Saved data entries:
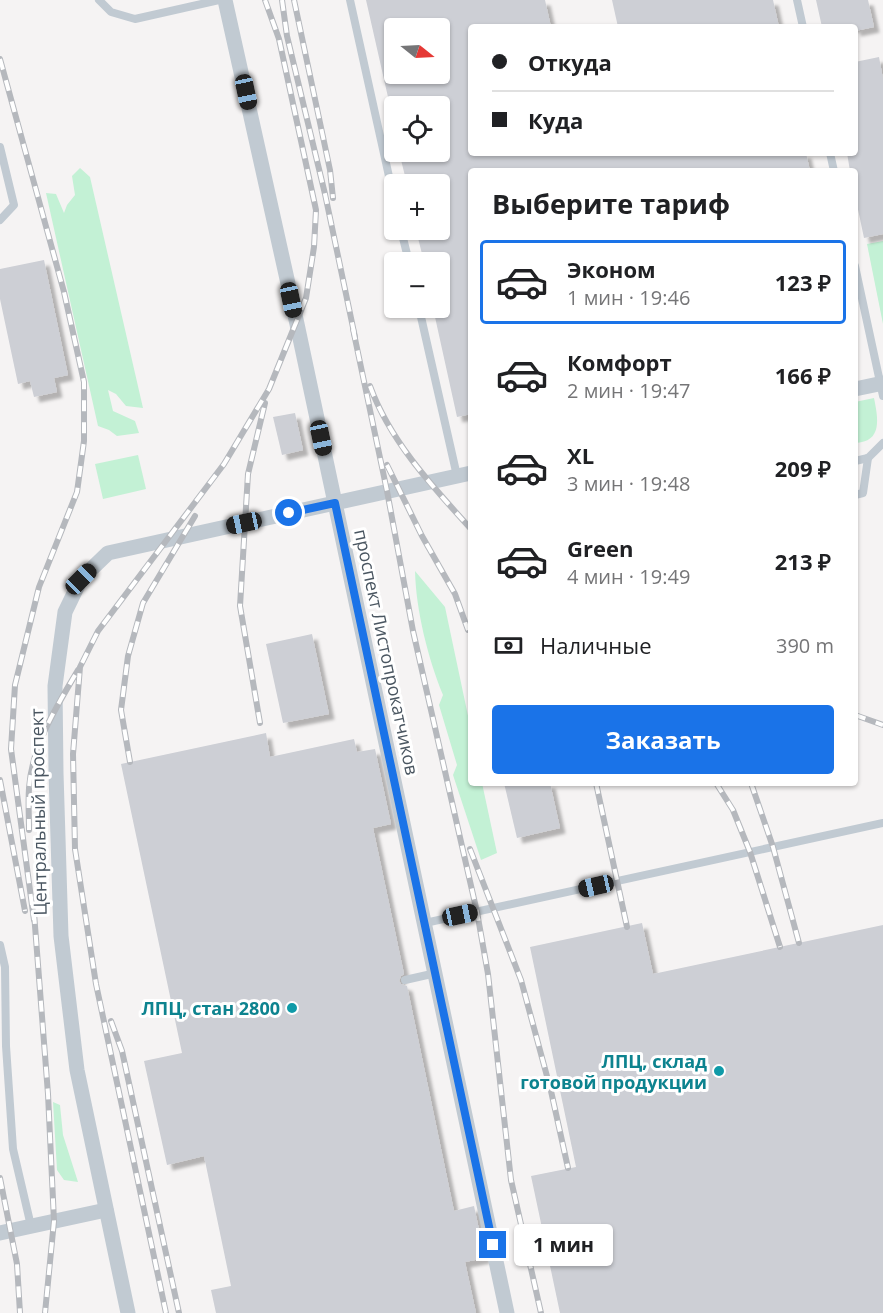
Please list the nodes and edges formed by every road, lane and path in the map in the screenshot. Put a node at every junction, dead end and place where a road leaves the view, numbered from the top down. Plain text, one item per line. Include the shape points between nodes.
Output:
1 (99, 0) edge
2 (219, 0) edge
3 (225, 0) edge
4 (350, 0) edge
5 (797, 0) edge
6 (802, 24) edge
7 (0, 147) edge
8 (388, 174) edge
9 (0, 220) edge
10 (858, 279) edge
11 (421, 318) edge
12 (882, 387) edge
13 (858, 389) edge
14 (883, 443) edge
15 (868, 458) junction
16 (858, 460) edge
17 (464, 475) edge
18 (858, 494) edge
19 (335, 503) junction
20 (883, 823) edge
21 (425, 923) junction
22 (0, 945) edge
23 (436, 973) junction
24 (405, 980) dead end
25 (106, 1210) junction
26 (31, 1226) junction
27 (0, 1233) edge
28 (128, 1313) edge
29 (507, 1313) edge

1 - 2 lane via 111,12 135,19
3 - 19 street, проспект Листопрокатчиков
4 - 8 lane
5 - 6 lane
7 - 9 lane via 14,205
10 - 12 lane
11 - 17 lane
12 - 13 street
14 - 15 lane
15 - 16 lane
15 - 18 lane via 863,493
17 - 19 street, Центральный проспект
19 - 21 street, проспект Листопрокатчиков
19 - 25 street, Центральный проспект via 108,552 81,579 65,612 55,686 61,936 77,1070
20 - 21 lane
21 - 23 street, проспект Листопрокатчиков
22 - 26 lane via 13,1149
23 - 24 lane
23 - 29 street, проспект Листопрокатчиков
25 - 26 street
25 - 28 street, Центральный проспект
26 - 27 street

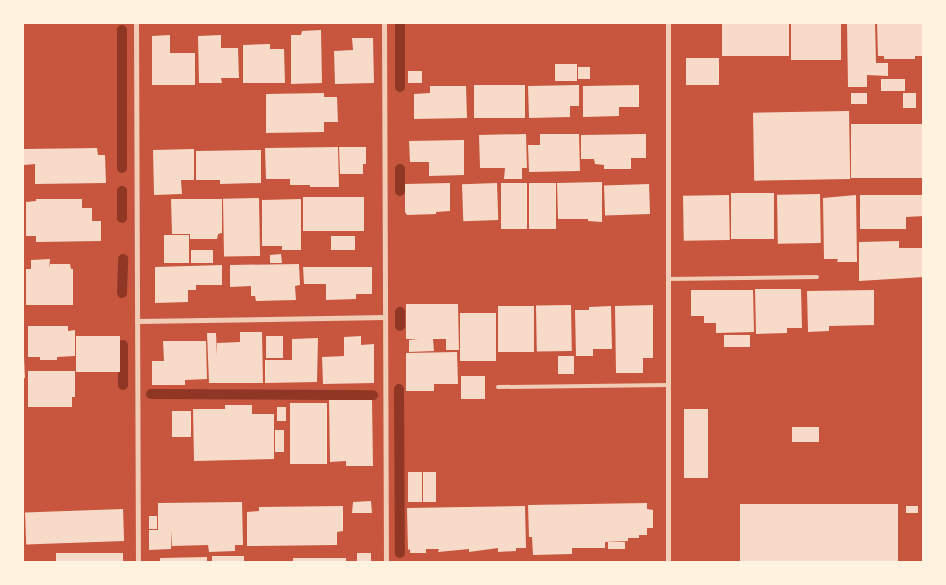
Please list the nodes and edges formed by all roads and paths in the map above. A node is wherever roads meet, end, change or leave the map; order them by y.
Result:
1 (136, 22) edge
2 (384, 22) edge
3 (668, 22) edge
4 (817, 277) dead end
5 (668, 279) junction
6 (385, 317) junction
7 (137, 321) junction
8 (668, 385) junction
9 (498, 387) dead end
10 (138, 562) edge
11 (386, 562) edge
12 (668, 562) edge

1 - 7 street
2 - 6 street
3 - 5 street
4 - 5 lane
5 - 8 street
6 - 7 street
6 - 11 street
7 - 10 street
8 - 9 lane
8 - 12 street

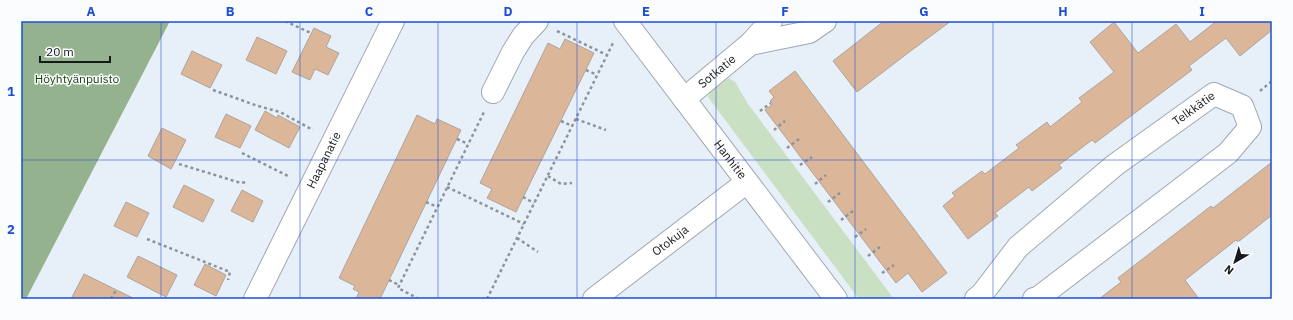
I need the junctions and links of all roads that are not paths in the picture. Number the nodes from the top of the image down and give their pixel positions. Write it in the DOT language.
graph roads {
  1 [pos="393,21"];
  2 [pos="537,21"];
  3 [pos="771,21"];
  4 [pos="825,21"];
  5 [pos="620,30"];
  6 [pos="750,44"];
  7 [pos="493,92"];
  8 [pos="684,100"];
  9 [pos="747,182"];
  10 [pos="986,297"];
  11 [pos="255,299"];
  12 [pos="594,299"];
  13 [pos="836,299"];
  14 [pos="1034,299"];
  1 -- 11 [label="street, Haapanatie"];
  2 -- 7 [label="street"];
  3 -- 6 [label="street, Sotkatie"];
  4 -- 6 [label="street, Sotkatie"];
  5 -- 8 [label="street, Hanhitie"];
  6 -- 8 [label="street, Sotkatie"];
  8 -- 9 [label="street, Hanhitie"];
  9 -- 12 [label="street, Otokuja"];
  9 -- 13 [label="street, Hanhitie"];
  10 -- 14 [label="street, Telkkätie"];
}
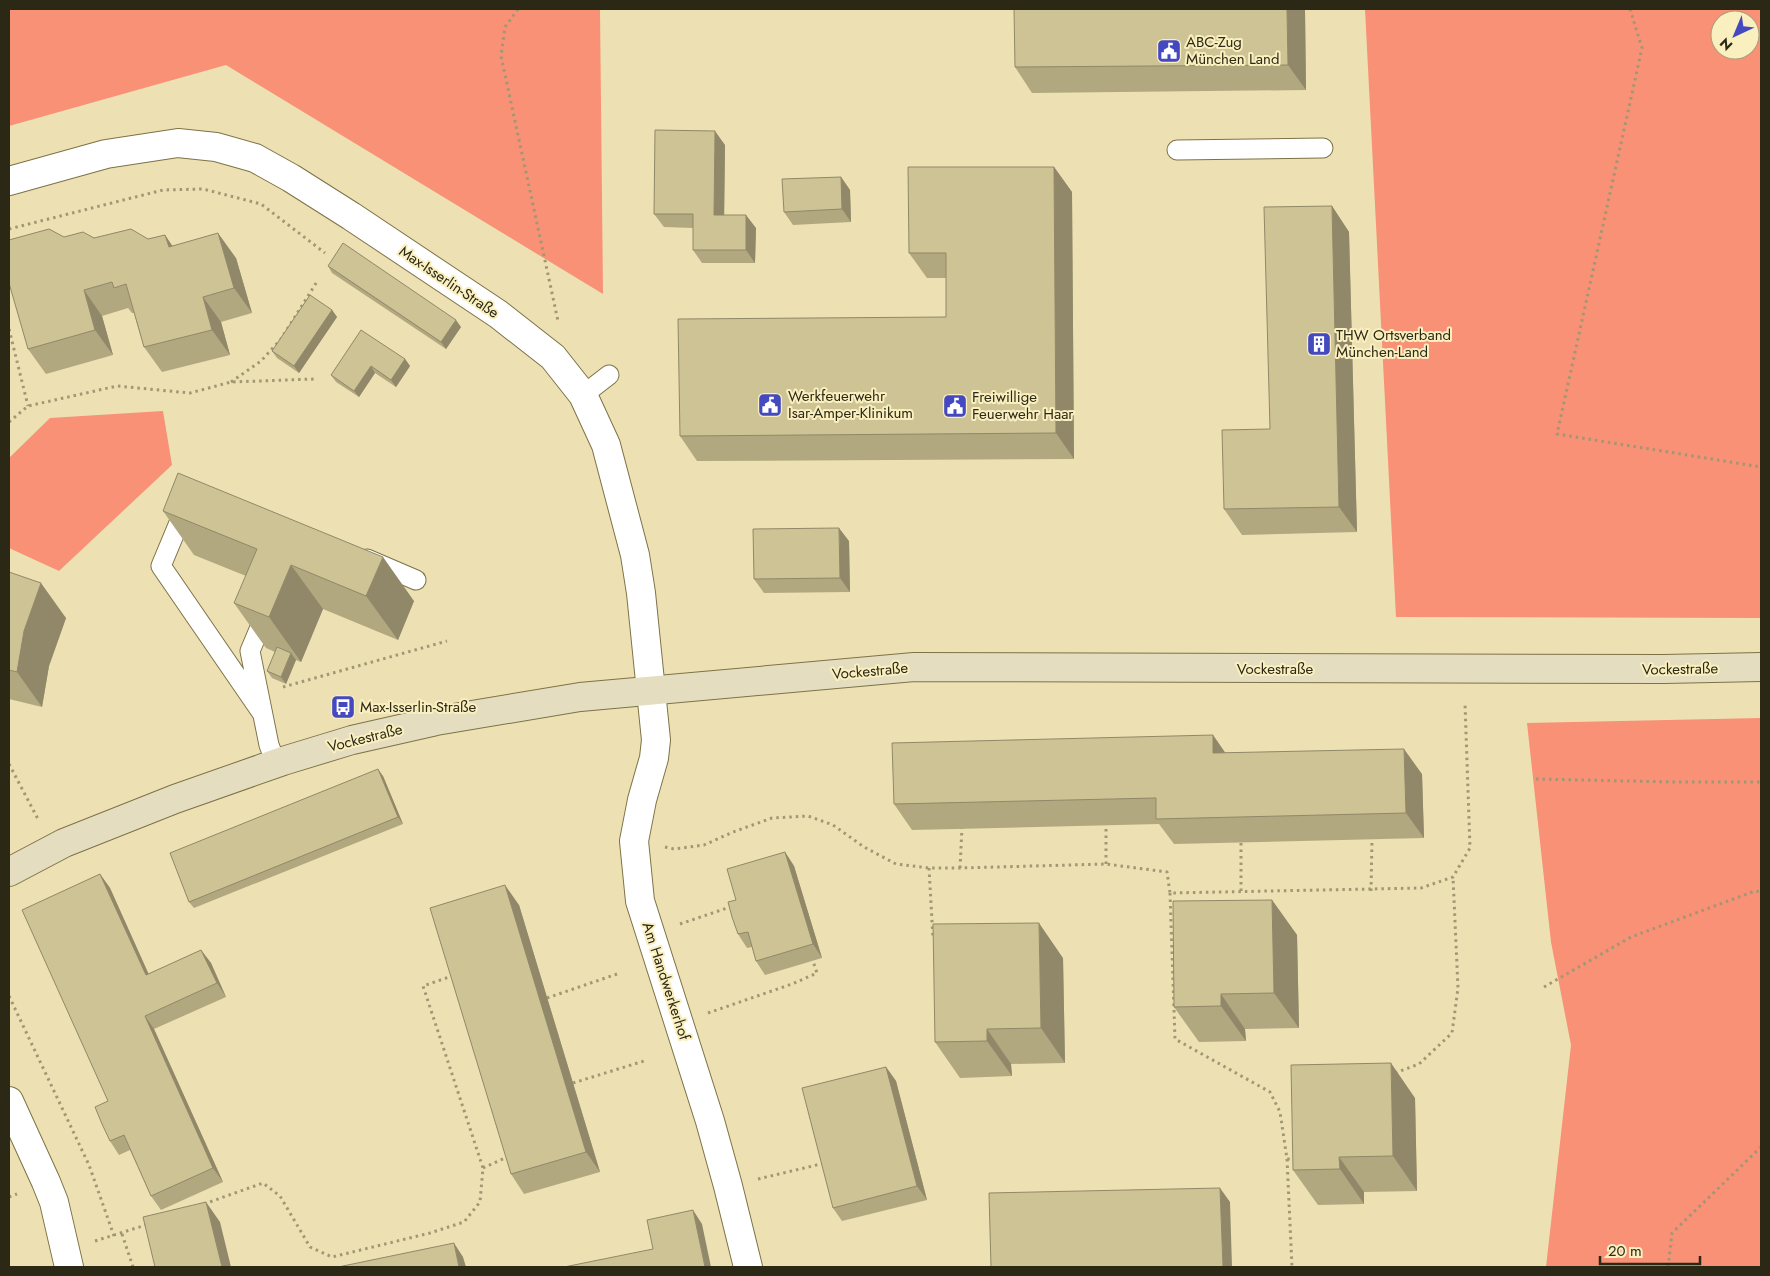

*PROBLEM*:
The entries above should be reproduced exactly, without their pictures.

*OUTPUT FOR THIS EXERCISE*:
Please list the nodes and edges formed by every road, lane and path in the map in the screenshot. Put a node at every junction, dead end and place where a road leaves the view, numbered from the top down. Plain text, one item per line. Include the shape points between nodes.
Output:
1 (99, 0) edge
2 (219, 0) edge
3 (225, 0) edge
4 (350, 0) edge
5 (797, 0) edge
6 (802, 24) edge
7 (0, 147) edge
8 (388, 174) edge
9 (0, 220) edge
10 (858, 279) edge
11 (421, 318) edge
12 (882, 387) edge
13 (858, 389) edge
14 (883, 443) edge
15 (868, 458) junction
16 (858, 460) edge
17 (464, 475) edge
18 (858, 494) edge
19 (335, 503) junction
20 (883, 823) edge
21 (425, 923) junction
22 (0, 945) edge
23 (436, 973) junction
24 (405, 980) dead end
25 (106, 1210) junction
26 (31, 1226) junction
27 (0, 1233) edge
28 (128, 1313) edge
29 (507, 1313) edge

1 - 2 lane via 111,12 135,19
3 - 19 street, проспект Листопрокатчиков
4 - 8 lane
5 - 6 lane
7 - 9 lane via 14,205
10 - 12 lane
11 - 17 lane
12 - 13 street
14 - 15 lane
15 - 16 lane
15 - 18 lane via 863,493
17 - 19 street, Центральный проспект
19 - 21 street, проспект Листопрокатчиков
19 - 25 street, Центральный проспект via 108,552 81,579 65,612 55,686 61,936 77,1070
20 - 21 lane
21 - 23 street, проспект Листопрокатчиков
22 - 26 lane via 13,1149
23 - 24 lane
23 - 29 street, проспект Листопрокатчиков
25 - 26 street
25 - 28 street, Центральный проспект
26 - 27 street

Please list the nodes and edges formed by all roads and paths in the map above. A node is wherever roads meet, end, change or leave the map; order them by y.
Result:
1 (136, 22) edge
2 (384, 22) edge
3 (668, 22) edge
4 (817, 277) dead end
5 (668, 279) junction
6 (385, 317) junction
7 (137, 321) junction
8 (668, 385) junction
9 (498, 387) dead end
10 (138, 562) edge
11 (386, 562) edge
12 (668, 562) edge

1 - 7 street
2 - 6 street
3 - 5 street
4 - 5 lane
5 - 8 street
6 - 7 street
6 - 11 street
7 - 10 street
8 - 9 lane
8 - 12 street

I need the junctions and links of all roads that are not paths in the picture. Number the nodes from the top of the image down and give their pixel positions. Write it in the DOT language.
graph roads {
  1 [pos="393,21"];
  2 [pos="537,21"];
  3 [pos="771,21"];
  4 [pos="825,21"];
  5 [pos="620,30"];
  6 [pos="750,44"];
  7 [pos="493,92"];
  8 [pos="684,100"];
  9 [pos="747,182"];
  10 [pos="986,297"];
  11 [pos="255,299"];
  12 [pos="594,299"];
  13 [pos="836,299"];
  14 [pos="1034,299"];
  1 -- 11 [label="street, Haapanatie"];
  2 -- 7 [label="street"];
  3 -- 6 [label="street, Sotkatie"];
  4 -- 6 [label="street, Sotkatie"];
  5 -- 8 [label="street, Hanhitie"];
  6 -- 8 [label="street, Sotkatie"];
  8 -- 9 [label="street, Hanhitie"];
  9 -- 12 [label="street, Otokuja"];
  9 -- 13 [label="street, Hanhitie"];
  10 -- 14 [label="street, Telkkätie"];
}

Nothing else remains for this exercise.